*Exercise details*: Going line by line through the entries, count those containing "image" and state only the result.

*Entries provided*:
_ _ _ _ _
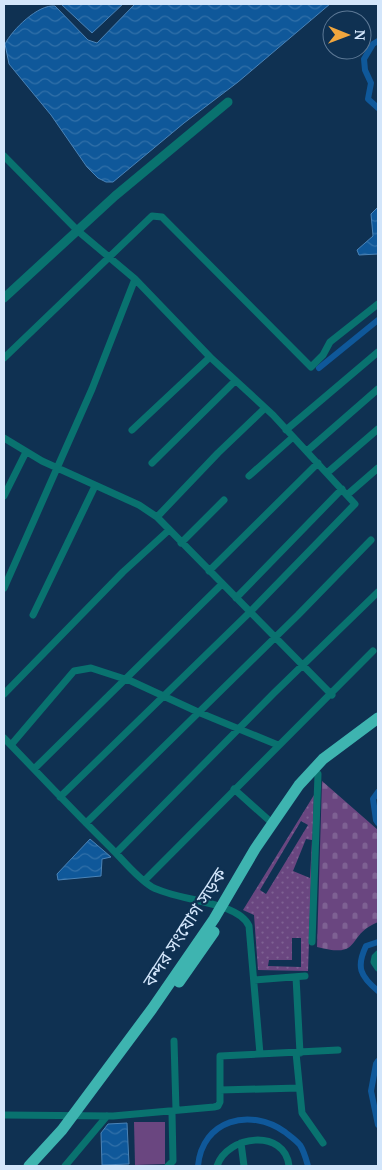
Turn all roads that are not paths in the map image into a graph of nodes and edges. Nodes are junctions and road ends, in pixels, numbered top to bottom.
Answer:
1 (228, 102) dead end
2 (4, 156) edge
3 (78, 231) junction
4 (108, 257) junction
5 (135, 279) junction
6 (4, 298) edge
7 (378, 304) edge
8 (378, 352) edge
9 (210, 357) junction
10 (4, 358) edge
11 (235, 381) junction
12 (378, 389) edge
13 (265, 408) junction
14 (378, 429) edge
15 (132, 430) dead end
16 (286, 430) junction
17 (293, 437) junction
18 (4, 438) edge
19 (307, 451) junction
20 (26, 452) junction
21 (152, 463) dead end
22 (318, 463) junction
23 (56, 468) junction
24 (378, 468) edge
25 (327, 473) junction
26 (248, 476) dead end
27 (95, 486) junction
28 (342, 489) junction
29 (347, 495) junction
30 (4, 496) edge
31 (224, 500) dead end
32 (157, 517) junction
33 (169, 530) junction
34 (371, 540) dead end
35 (181, 543) junction
36 (209, 571) junction
37 (222, 584) junction
38 (4, 588) edge
39 (378, 592) edge
40 (236, 598) junction
41 (250, 612) junction
42 (33, 615) dead end
43 (275, 638) junction
44 (373, 651) dead end
45 (302, 666) junction
46 (125, 679) junction
47 (4, 694) edge
48 (332, 695) junction
49 (164, 696) junction
50 (198, 712) junction
51 (378, 718) edge
52 (378, 726) edge
53 (240, 729) junction
54 (4, 738) edge
55 (11, 745) junction
56 (278, 745) junction
57 (34, 769) junction
58 (318, 774) junction
59 (234, 789) junction
60 (60, 796) junction
61 (86, 823) junction
62 (272, 823) junction
63 (116, 853) junction
64 (144, 881) junction
65 (224, 908) junction
66 (312, 942) dead end
67 (378, 954) edge
68 (378, 968) edge
69 (304, 976) dead end
70 (296, 977) junction
71 (254, 980) junction
72 (174, 1041) dead end
73 (338, 1050) dead end
74 (298, 1053) junction
75 (260, 1054) junction
76 (299, 1088) junction
77 (220, 1090) junction
78 (174, 1111) junction
79 (77, 1114) junction
80 (4, 1115) edge
81 (107, 1116) junction
82 (242, 1143) junction
83 (323, 1143) dead end
84 (29, 1166) edge
85 (36, 1166) edge
86 (65, 1166) edge
87 (168, 1166) edge
88 (217, 1166) edge
89 (244, 1166) edge
90 (289, 1166) edge

1 - 3 street
2 - 3 street
3 - 4 street
3 - 6 street
4 - 5 street
4 - 7 street
4 - 10 street
5 - 9 street
5 - 23 street
8 - 16 street
9 - 11 street
9 - 15 street
11 - 13 street
11 - 21 street
12 - 19 street
13 - 16 street
13 - 32 street
14 - 25 street
16 - 17 street
17 - 19 street
17 - 26 street
18 - 20 street
19 - 22 street
20 - 23 street
20 - 30 street
22 - 25 street
22 - 36 street
23 - 27 street
23 - 38 street
24 - 29 street
25 - 28 street
27 - 32 street
27 - 42 street
28 - 29 street
28 - 40 street
29 - 41 street
31 - 35 street
32 - 33 street
33 - 35 street
33 - 47 street
34 - 43 street
35 - 36 street
36 - 37 street
37 - 40 street
37 - 46 street
39 - 45 street
40 - 41 street
41 - 43 street
41 - 49 street
43 - 45 street
43 - 50 street
44 - 48 street
45 - 48 street
45 - 53 street
46 - 49 street
46 - 55 street
46 - 57 street
48 - 56 street
49 - 50 street
49 - 60 street
50 - 53 street
50 - 61 street
51 - 62 highway, বন্দর সংযোগ সড়ক
52 - 58 highway, বন্দর সংযোগ সড়ক
53 - 56 street
53 - 63 street
54 - 55 street
55 - 57 street
56 - 59 street
57 - 60 street
58 - 65 highway, বন্দর সংযোগ সড়ক
58 - 66 street
59 - 62 street
59 - 64 street
60 - 61 street
61 - 63 street
62 - 65 highway, বন্দর সংযোগ সড়ক
63 - 64 street
64 - 65 street
65 - 71 street
65 - 79 highway, বন্দর সংযোগ সড়ক
67 - 68 street
69 - 70 street
70 - 71 street
70 - 74 street
71 - 75 street
72 - 78 street
73 - 74 street
74 - 75 street
74 - 76 street
75 - 77 street
76 - 77 street
76 - 83 street
77 - 78 street
78 - 81 street
78 - 87 street
79 - 80 street
79 - 81 street
79 - 84 highway, বন্দর সংযোগ সড়ক
79 - 85 highway, বন্দর সংযোগ সড়ক
81 - 86 street
82 - 88 street
82 - 89 street
82 - 90 street

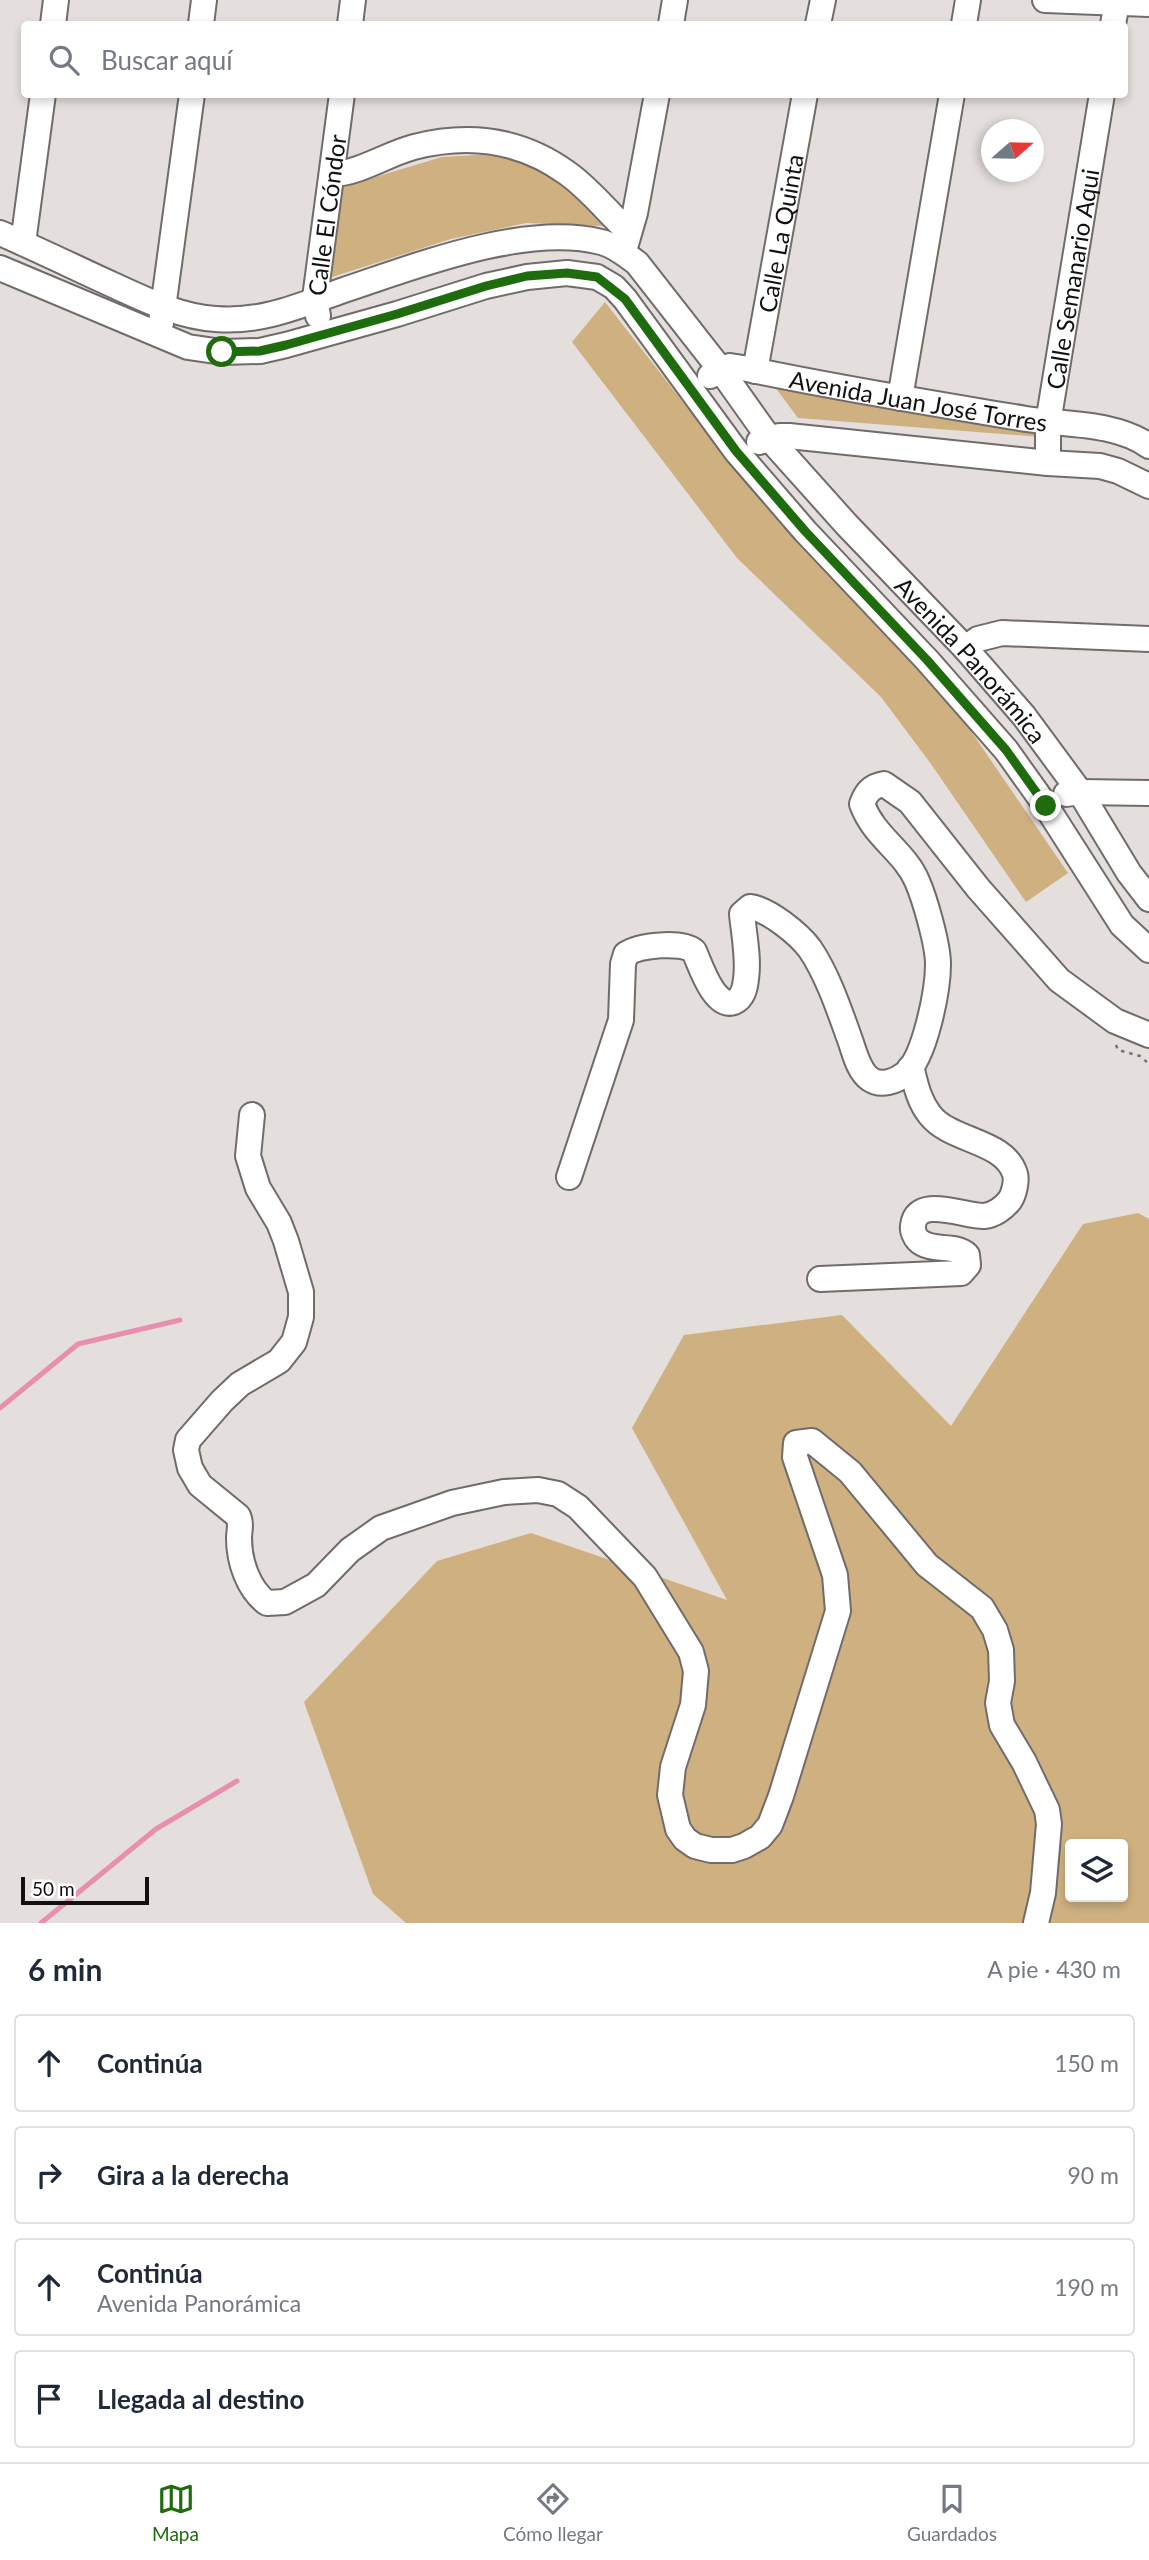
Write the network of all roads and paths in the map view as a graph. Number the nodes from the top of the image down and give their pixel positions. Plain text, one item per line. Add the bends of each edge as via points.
1 (56, 0) edge
2 (204, 0) edge
3 (353, 0) edge
4 (675, 0) edge
5 (822, 0) edge
6 (968, 0) edge
7 (1045, 0) edge
8 (1149, 4) edge
9 (1115, 14) edge
10 (53, 21) edge
11 (201, 21) edge
12 (350, 21) edge
13 (672, 21) edge
14 (818, 21) edge
15 (964, 21) edge
16 (42, 98) edge
17 (191, 98) edge
18 (342, 98) edge
19 (656, 98) edge
20 (804, 98) edge
21 (951, 98) edge
22 (1101, 98) edge
23 (332, 174) junction
24 (0, 233) edge
25 (23, 243) junction
26 (626, 243) junction
27 (0, 268) edge
28 (606, 281) junction
29 (315, 301) junction
30 (165, 307) junction
31 (158, 334) junction
32 (321, 335) junction
33 (720, 369) junction
34 (755, 370) junction
35 (691, 389) junction
36 (901, 398) junction
37 (1048, 423) junction
38 (769, 438) junction
39 (1149, 446) edge
40 (736, 451) junction
41 (1048, 463) junction
42 (1149, 486) edge
43 (1149, 639) edge
44 (965, 648) junction
45 (1080, 792) junction
46 (1149, 793) edge
47 (1046, 806) junction
48 (1149, 899) edge
49 (1149, 950) edge
50 (1149, 1035) edge
51 (910, 1068) junction
52 (253, 1115) dead end
53 (569, 1177) dead end
54 (820, 1279) dead end
55 (1035, 1923) edge

1 - 10 street
2 - 11 street
3 - 12 street
4 - 13 street
5 - 14 street
6 - 15 street
7 - 9 street
8 - 9 street
16 - 25 street
17 - 30 street
18 - 23 street, Calle El Cóndor
19 - 26 street
20 - 34 street, Calle La Quinta
21 - 36 street
22 - 37 street, Calle Semanario Aqui
23 - 26 street, Avenida Panorámica via 445,141 494,142 546,160 568,174
23 - 29 street, Calle El Cóndor
24 - 25 street
25 - 30 street
26 - 28 street
26 - 29 street via 549,236 512,240
26 - 33 street, Avenida Panorámica
27 - 31 street
28 - 32 street via 575,273 527,276
28 - 35 street, Avenida Panorámica via 625,299
29 - 30 street via 248,320 191,316
29 - 32 street, Calle El Cóndor
30 - 31 street
31 - 32 street via 188,347 222,352 260,351
33 - 34 street, Avenida Juan José Torres
33 - 35 street
33 - 38 street, Avenida Panorámica
34 - 36 street, Avenida Juan José Torres
35 - 40 street, Avenida Panorámica
36 - 37 street, Avenida Juan José Torres
37 - 39 street, Avenida Juan José Torres via 1115,431
37 - 41 street, Calle Semanario Aqui
38 - 40 street, Avenida Juan José Torres
38 - 41 street, Avenida Juan José Torres via 789,436
38 - 44 street, Avenida Panorámica
40 - 47 street, Avenida Panorámica via 997,740
41 - 42 street, Avenida Juan José Torres via 1100,466
43 - 44 street via 1002,633
44 - 45 street, Avenida Panorámica via 1024,716
45 - 46 street
45 - 47 street via 1064,794
45 - 48 street, Avenida Panorámica
47 - 49 street, Avenida Panorámica via 1122,925
50 - 51 street via 1115,1021 1059,980 910,802 884,784 876,785 862,804 869,822 917,881 938,962 921,1050
51 - 53 street via 891,1082 870,1079 860,1066 809,948 781,922 750,907 742,914 747,977 737,1001 721,1000 694,951 682,944 626,954 621,1020
51 - 54 street via 931,1117 1006,1158 1015,1173 1012,1198 1000,1211 984,1216 935,1209 918,1214 915,1238 931,1247 961,1249 968,1255 968,1265 961,1273
52 - 55 street via 248,1156 258,1188 286,1241 301,1292 301,1317 294,1342 279,1361 240,1384 222,1401 188,1440 186,1450 200,1485 241,1521 241,1558 258,1597 267,1603 285,1602 316,1585 350,1550 381,1528 452,1503 504,1492 558,1494 578,1507 645,1577 691,1652 696,1671 693,1705 673,1767 670,1795 685,1839 695,1846 732,1850 760,1837 770,1825 838,1611 835,1575 795,1457 796,1443 811,1441 850,1472 927,1565 982,1608 995,1630 1001,1650 998,1703 1002,1725 1047,1810 1049,1824 1043,1893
_ _ _ _ _
*Written response*: 2